Similarly, there was my relationship with Igloo Ed. I’ve known the man now for ten years. We’ve shared a good few trips, not all of them focused on igloos. Our relationship castle was already many bricks strong, and the weekend added several bricks more. The shared experiences we already had, the knowledge of one another already possessed, the appreciation of what each wanted from the weekend, the mutual respect – all of this totally altered the context of our shared weekend. It wasn’t only about ‘the’ weekend. It was about every previous shared moment we’d had.

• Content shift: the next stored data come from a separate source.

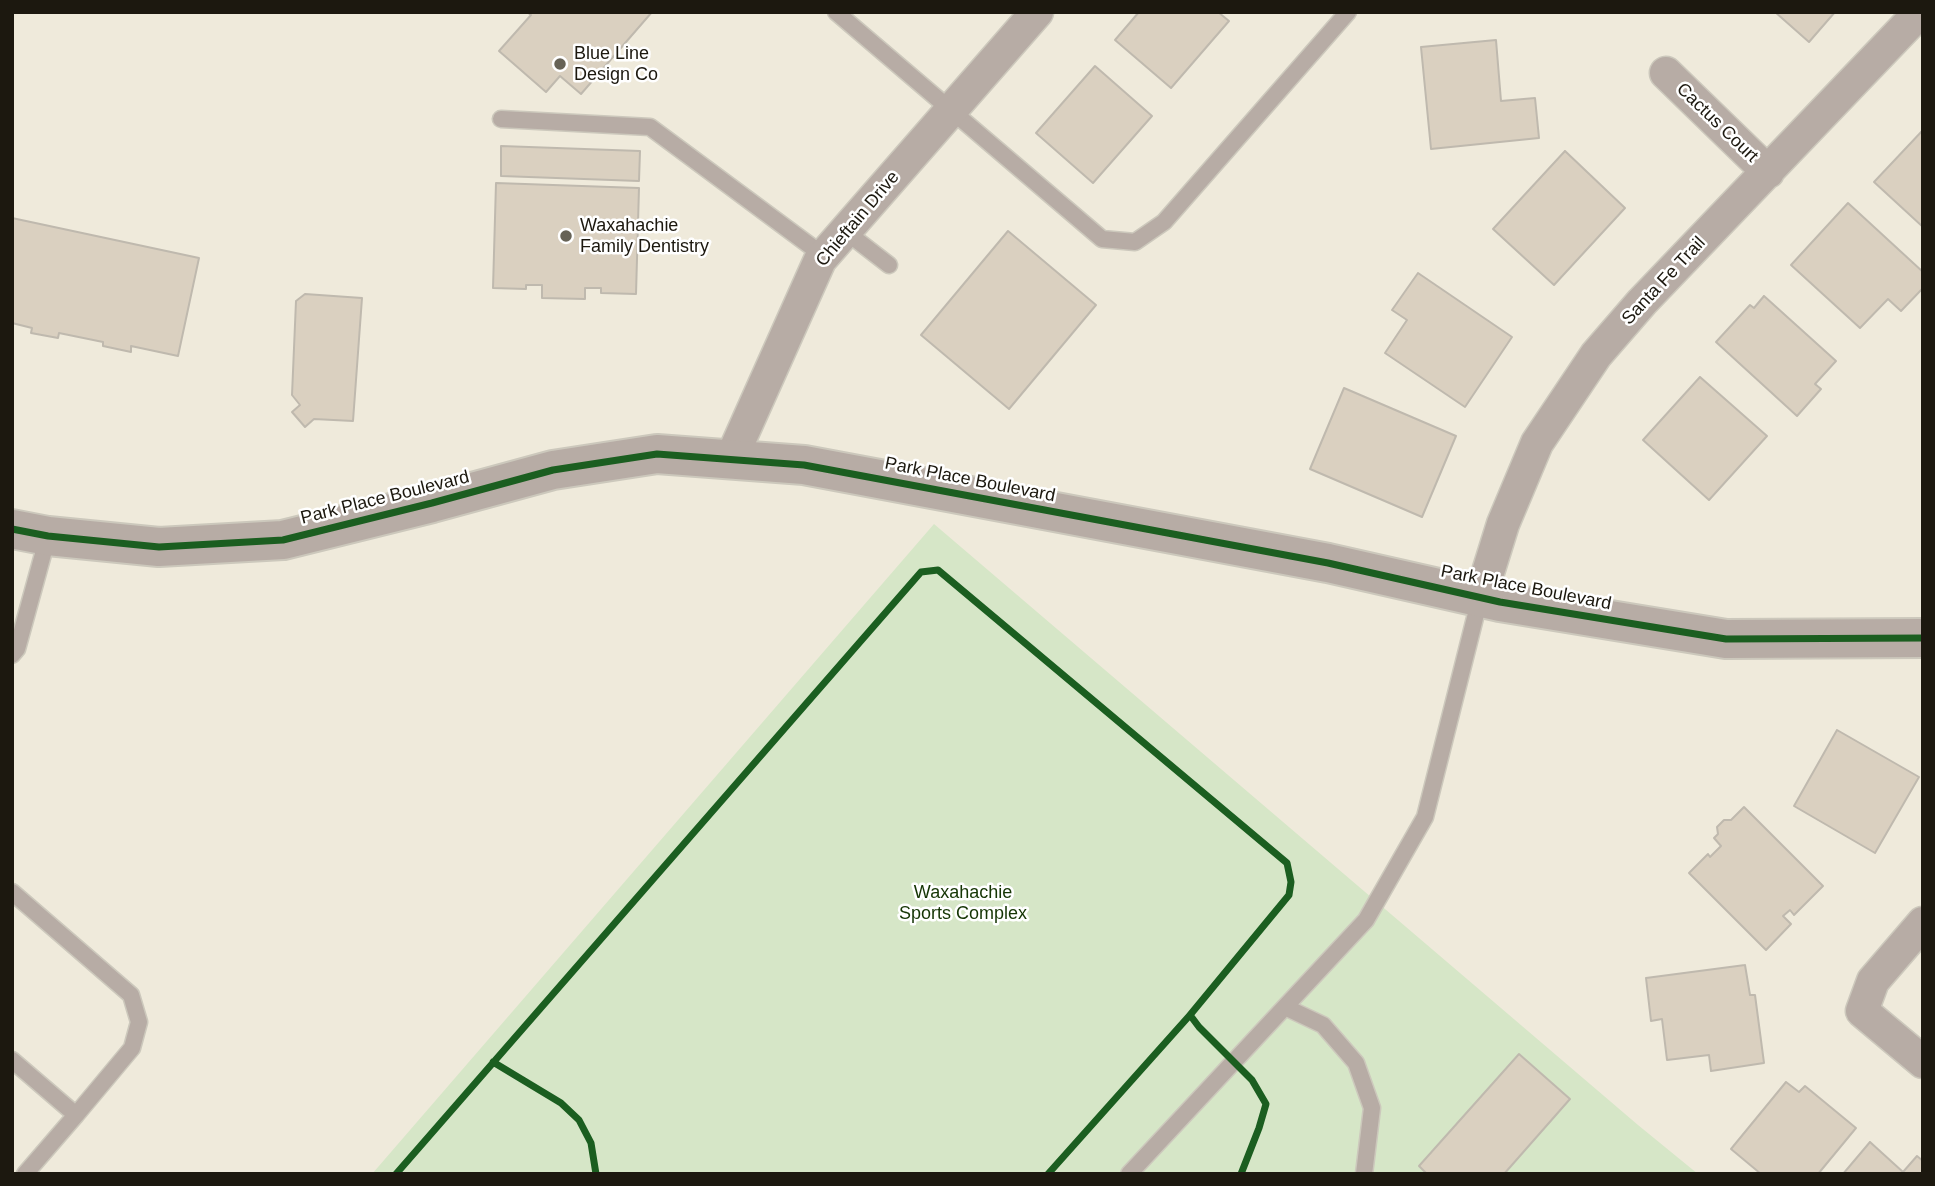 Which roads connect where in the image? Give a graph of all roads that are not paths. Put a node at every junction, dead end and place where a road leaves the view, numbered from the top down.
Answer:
1 (836, 12) edge
2 (1037, 12) edge
3 (1348, 12) edge
4 (1920, 12) edge
5 (1666, 73) dead end
6 (950, 111) junction
7 (501, 119) dead end
8 (1768, 172) junction
9 (845, 231) junction
10 (824, 256) junction
11 (889, 265) dead end
12 (730, 459) junction
13 (30, 533) edge
14 (1480, 598) junction
15 (1923, 638) edge
16 (12, 655) edge
17 (12, 892) edge
18 (1923, 923) edge
19 (1284, 1007) junction
20 (12, 1060) edge
21 (1923, 1062) edge
22 (76, 1115) junction
23 (25, 1174) edge
24 (1129, 1174) edge
25 (1364, 1174) edge

1 - 6 lane
2 - 6 street, Chieftain Drive
3 - 6 lane
4 - 8 street, Santa Fe Trail
5 - 8 street, Cactus Court
6 - 9 street, Chieftain Drive
7 - 10 lane
8 - 14 street, Santa Fe Trail
9 - 10 street, Chieftain Drive
9 - 11 lane
10 - 12 street, Chieftain Drive
12 - 13 street, Park Place Boulevard
12 - 14 street, Park Place Boulevard
13 - 16 lane
14 - 15 street, Park Place Boulevard
14 - 19 lane
17 - 22 lane
18 - 21 street
19 - 24 lane
19 - 25 lane
20 - 22 lane
22 - 23 lane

And also, there was the context of company itself. As with ‘where’ I came from neither will I ever forget ‘who’ I once was: a stuttering outcast with minimal self-belief who once spent most of his time trying to be alone. But there I was, deliberately in company and genuinely treasuring this very thing I’d once gone to great lengths to avoid. We were laughing – the weekend’s running jokes only grew funnier. We were watching out for one another, supporting one another. We were sharing openly and honestly. We were both giving. Our comradeship was growing tighter. Our friendship was being strengthened. And I was being myself, something that would once have been impossible. An entire lifetime of struggle and growth underpinned what the company meant.

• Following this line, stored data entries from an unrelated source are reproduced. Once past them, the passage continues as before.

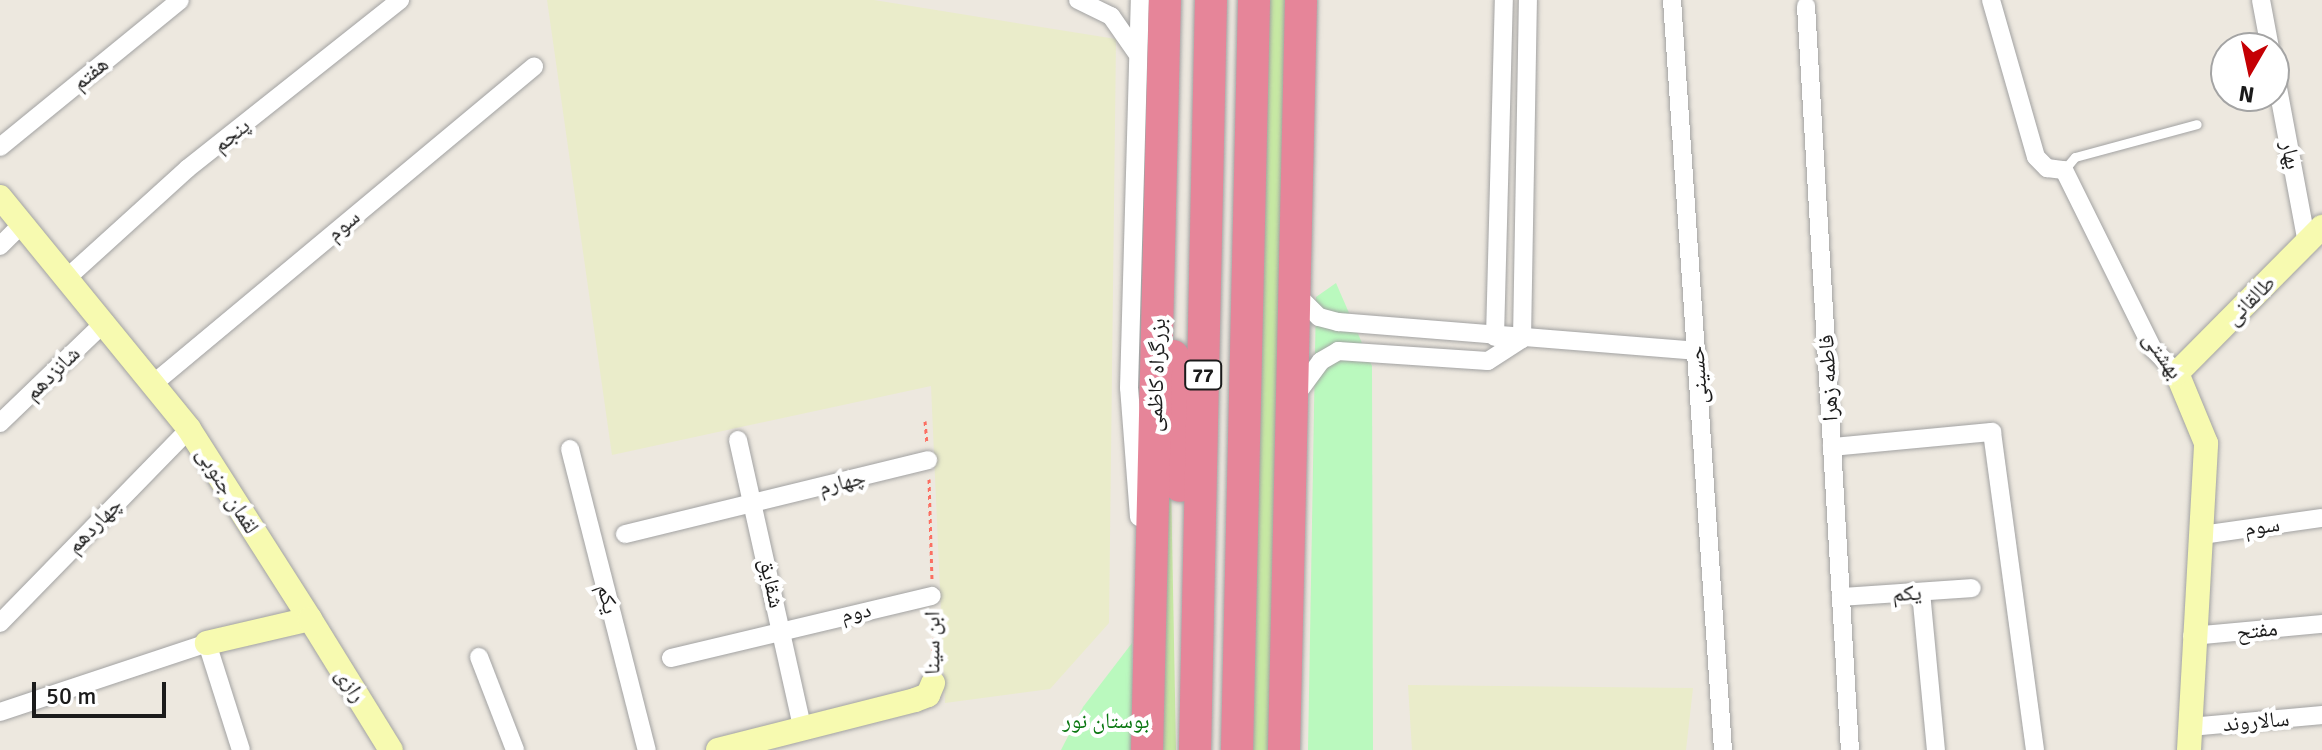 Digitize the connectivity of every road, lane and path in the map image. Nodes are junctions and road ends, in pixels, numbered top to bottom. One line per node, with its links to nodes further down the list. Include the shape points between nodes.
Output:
1 (180, 0): 20 (street, هفتم)
2 (400, 0): 27 (street, پنجم, via 187,169)
3 (1078, 0): 16 (street, via 1111,16)
4 (1140, 0): 16 (street)
5 (1165, 0): 24 (highway, بزرگراه کاظمی)
6 (1211, 0): 56 (highway, 77)
7 (1254, 0): 73 (highway, 77)
8 (1301, 0): 28 (highway)
9 (1504, 0): 30 (street)
10 (1528, 0): 31 (street)
11 (1672, 0): 32 (street, حسینی)
12 (1991, 0): 21 (street, بهشتی, via 2036,157 2047,168)
13 (2261, 0): 15 (street)
14 (1806, 6): 40 (street, فاطمه زهرا)
15 (2267, 32)
16 (1138, 54): 58 (street, via 1129,388)
17 (534, 66): 34 (street, سوم)
18 (2285, 112): 25 (street, بهار)
19 (2197, 124): 21 (lane, via 2075,157)
20 (0, 147)
21 (2064, 170): 33 (street, بهشتی, via 2153,349)
22 (0, 197): 23 (street, لقمان جنوبی)
23 (22, 224): 26 (street); 27 (street, لقمان جنوبی)
24 (1161, 234): 56 (highway, via 1177,394 1181,546); 58 (highway, بزرگراه کاظمی)
25 (2315, 235): 33 (street, طالقانی)
26 (0, 246)
27 (68, 277): 29 (street, لقمان جنوبی)
28 (1294, 292): 30 (street, via 1319,317 1338,322); 35 (highway)
29 (105, 322): 34 (street, لقمان جنوبی); 37 (street, شانزدهم)
30 (1495, 337): 31 (street)
31 (1522, 339): 32 (street); 35 (street, via 1488,361 1338,351 1321,361)
32 (1696, 351): 75 (street, حسینی)
33 (2177, 373): 46 (street, بهشتی, via 2206,443)
34 (153, 384): 38 (street, لقمان جنوبی)
35 (1292, 401): 74 (highway)
36 (925, 421): 42 (path, ابن سینا)
37 (0, 423)
38 (189, 429): 51 (street, لقمان جنوبی); 52 (street, چهاردهم)
39 (738, 440): 43 (street, شقایق)
40 (1832, 447): 50 (street, فاطمه زهرا); 78 (street, via 1992,432)
41 (570, 449): 69 (street, یکم)
42 (928, 460): 43 (street, چهارم); 49 (path, ابن سینا)
43 (755, 504): 45 (street); 54 (street, شقایق)
44 (2322, 518): 46 (street, سوم)
45 (625, 534)
46 (2202, 535): 55 (street, بهشتی)
47 (1972, 588): 48 (street, یکم)
48 (1921, 592): 50 (street, یکم); 77 (street)
49 (932, 596): 54 (street, دوم); 61 (path, ابن سینا)
50 (1841, 597): 76 (street, فاطمه زهرا)
51 (310, 619): 57 (street); 67 (street, رازی)
52 (0, 623)
53 (2322, 624): 55 (street, مفتح)
54 (781, 628): 60 (street); 64 (street, شقایق)
55 (2192, 636): 65 (street, بهشتی)
56 (1198, 638): 72 (highway, 77)
57 (207, 643): 62 (street); 66 (street)
58 (1149, 644): 71 (highway, بزرگراه کاظمی)
59 (479, 657): 68 (street)
60 (671, 658)
61 (933, 683): 64 (street, ابن سینا, via 928,695 915,700)
62 (0, 712)
63 (2322, 715): 65 (street, سالاروند)
64 (802, 726): 70 (street, ابن سینا)
65 (2190, 738)
66 (241, 750)
67 (391, 750)
68 (515, 750)
69 (647, 750)
70 (718, 750)
71 (1147, 750)
72 (1195, 750)
73 (1237, 750)
74 (1284, 750)
75 (1723, 750)
76 (1850, 750)
77 (1936, 750)
78 (2035, 750)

spindrift and igloo close up - 7 march 2026
In company with Igloo Ed. It’s a friendship and a relationship I treasure.

Well, I could go on. In far more detail. But I’m sure you get the picture. Perhaps what I’m trying to say is so obvious most of you are rolling your eyes. Perhaps it’s ‘overthinking’ at its worst. But I hadn’t fully considered the context of ‘single moments’ before or ‘why’ they mean what they do… and maybe at least one other person reading this hasn’t, either. So, that’s why I’m sharing. Because the altered perspective that this can bring can add extra value and meaning to all the moments we live, not just the soaring ‘single moments’.

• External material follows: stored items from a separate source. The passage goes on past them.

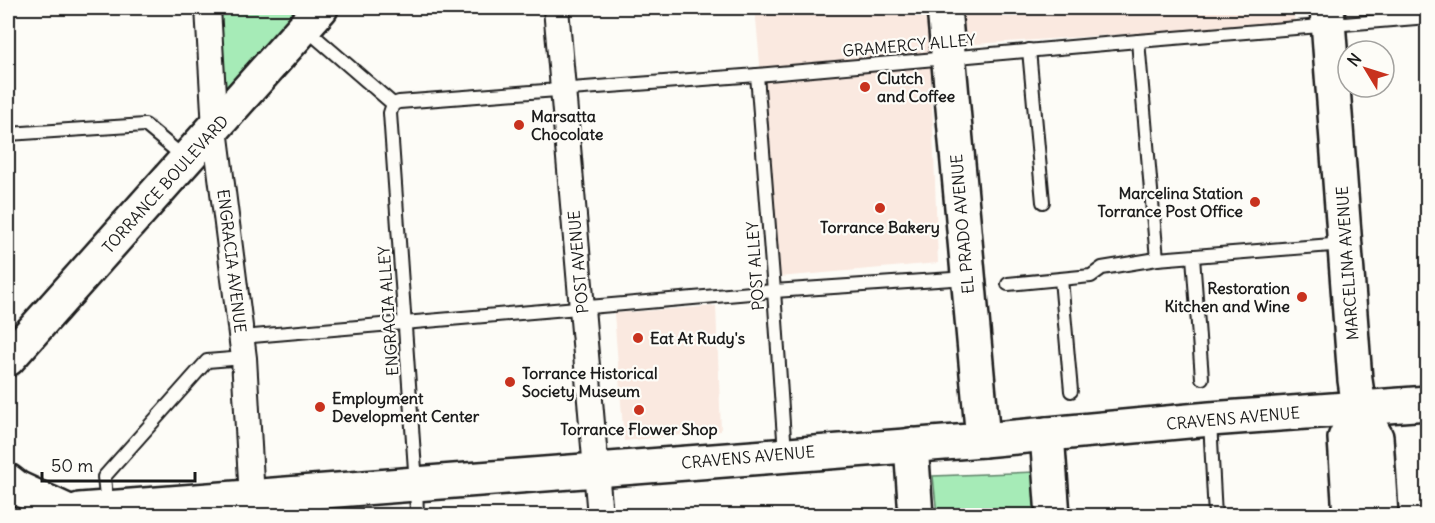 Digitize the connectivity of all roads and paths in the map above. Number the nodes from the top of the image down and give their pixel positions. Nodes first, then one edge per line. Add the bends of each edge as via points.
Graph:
1 (208, 8) edge
2 (555, 8) edge
3 (944, 8) edge
4 (312, 17) edge
5 (1328, 17) edge
6 (1428, 17) edge
7 (1138, 41) junction
8 (1029, 50) junction
9 (948, 57) junction
10 (756, 75) junction
11 (563, 90) junction
12 (393, 104) junction
13 (215, 129) junction
14 (8, 134) edge
15 (187, 160) junction
16 (1044, 202) dead end
17 (1346, 244) junction
18 (1193, 257) junction
19 (1157, 259) junction
20 (967, 278) junction
21 (1061, 279) junction
22 (1008, 284) dead end
23 (774, 291) junction
24 (582, 308) junction
25 (405, 324) junction
26 (243, 347) junction
27 (8, 359) edge
28 (1202, 378) dead end
29 (1071, 391) dead end
30 (1428, 403) edge
31 (1359, 407) junction
32 (1210, 419) junction
33 (1047, 434) junction
34 (982, 440) junction
35 (911, 445) junction
36 (785, 454) junction
37 (596, 470) junction
38 (8, 481) edge
39 (416, 484) junction
40 (253, 506) edge
41 (80, 512) edge
42 (417, 516) edge
43 (600, 516) edge
44 (916, 516) edge
45 (1053, 516) edge
46 (1215, 516) edge
47 (1350, 516) edge
48 (1381, 516) edge

1 - 13 street, ENGRACIA AVENUE
2 - 11 street, POST AVENUE
3 - 9 street, EL PRADO AVENUE
4 - 12 lane
4 - 13 street, TORRANCE BOULEVARD
5 - 6 lane, GRAMERCY ALLEY
5 - 7 lane, GRAMERCY ALLEY
5 - 17 street, MARCELINA AVENUE
7 - 8 lane, GRAMERCY ALLEY
7 - 19 lane
8 - 9 lane, GRAMERCY ALLEY
8 - 16 lane
9 - 10 lane, GRAMERCY ALLEY
9 - 20 street, EL PRADO AVENUE
10 - 11 lane, GRAMERCY ALLEY
10 - 23 lane, POST ALLEY
11 - 12 lane, GRAMERCY ALLEY
11 - 24 street, POST AVENUE
12 - 25 lane, ENGRACIA ALLEY via 390,113
13 - 15 street, TORRANCE BOULEVARD
13 - 26 street, ENGRACIA AVENUE
14 - 15 lane via 145,125
15 - 27 street, TORRANCE BOULEVARD
17 - 18 lane
17 - 31 street, MARCELINA AVENUE
18 - 19 lane
18 - 28 lane
19 - 21 lane
20 - 23 lane
20 - 34 street, EL PRADO AVENUE
21 - 22 lane
21 - 29 lane
23 - 24 lane
23 - 36 lane, POST ALLEY
24 - 25 lane
24 - 37 street, POST AVENUE
25 - 26 lane
25 - 39 lane, ENGRACIA ALLEY
26 - 40 street, ENGRACIA AVENUE
26 - 41 lane via 207,361 104,477
30 - 31 street, CRAVENS AVENUE
31 - 32 street, CRAVENS AVENUE
31 - 47 street, MARCELINA AVENUE via 1345,438
31 - 48 street via 1376,437
32 - 33 street, CRAVENS AVENUE
32 - 46 lane
33 - 34 street, CRAVENS AVENUE
33 - 45 street
34 - 35 street, CRAVENS AVENUE
35 - 36 street, CRAVENS AVENUE
35 - 44 street
36 - 37 street, CRAVENS AVENUE
37 - 39 street, CRAVENS AVENUE
37 - 43 street, POST AVENUE
38 - 41 street, CRAVENS AVENUE
39 - 40 street, CRAVENS AVENUE
39 - 42 lane, ENGRACIA ALLEY
40 - 41 street, CRAVENS AVENUE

In summary then, here’s what I mean: when one is having one’s next ‘lousy’ moment, one can find value in it, because it isn’t ‘only’ a lousy moment. It’s also the foundation for the next ‘great’ moment. And when one meets a person or visits a place for the first (or the hundredth) time it doesn’t matter if the meeting is fleeting or shallow. It’s also a brick in a relationship. Give it time, show a little patience, and eventually a castle might be built.

igloo - 7 march 2026
The igloo. A castle built.

As I see it, the idea that ‘every single moment matters’ prompts a huge paradigm shift in how one sees the entirety of one’s life and every moment within it. It makes it clear that every moment we live sits atop an Everest of previous moments. Or perhaps that should be an Everest of ‘precious’ moments. Because they all count. There are no stand-apart moments. There are no ‘ordinary’ moments.

There is only one moment after another. There is only one summit moment atop an entire mountain-lifetime of previous moments. And every single one of them has value.

Well, that’s how I see it. And I find this perspective thrilling.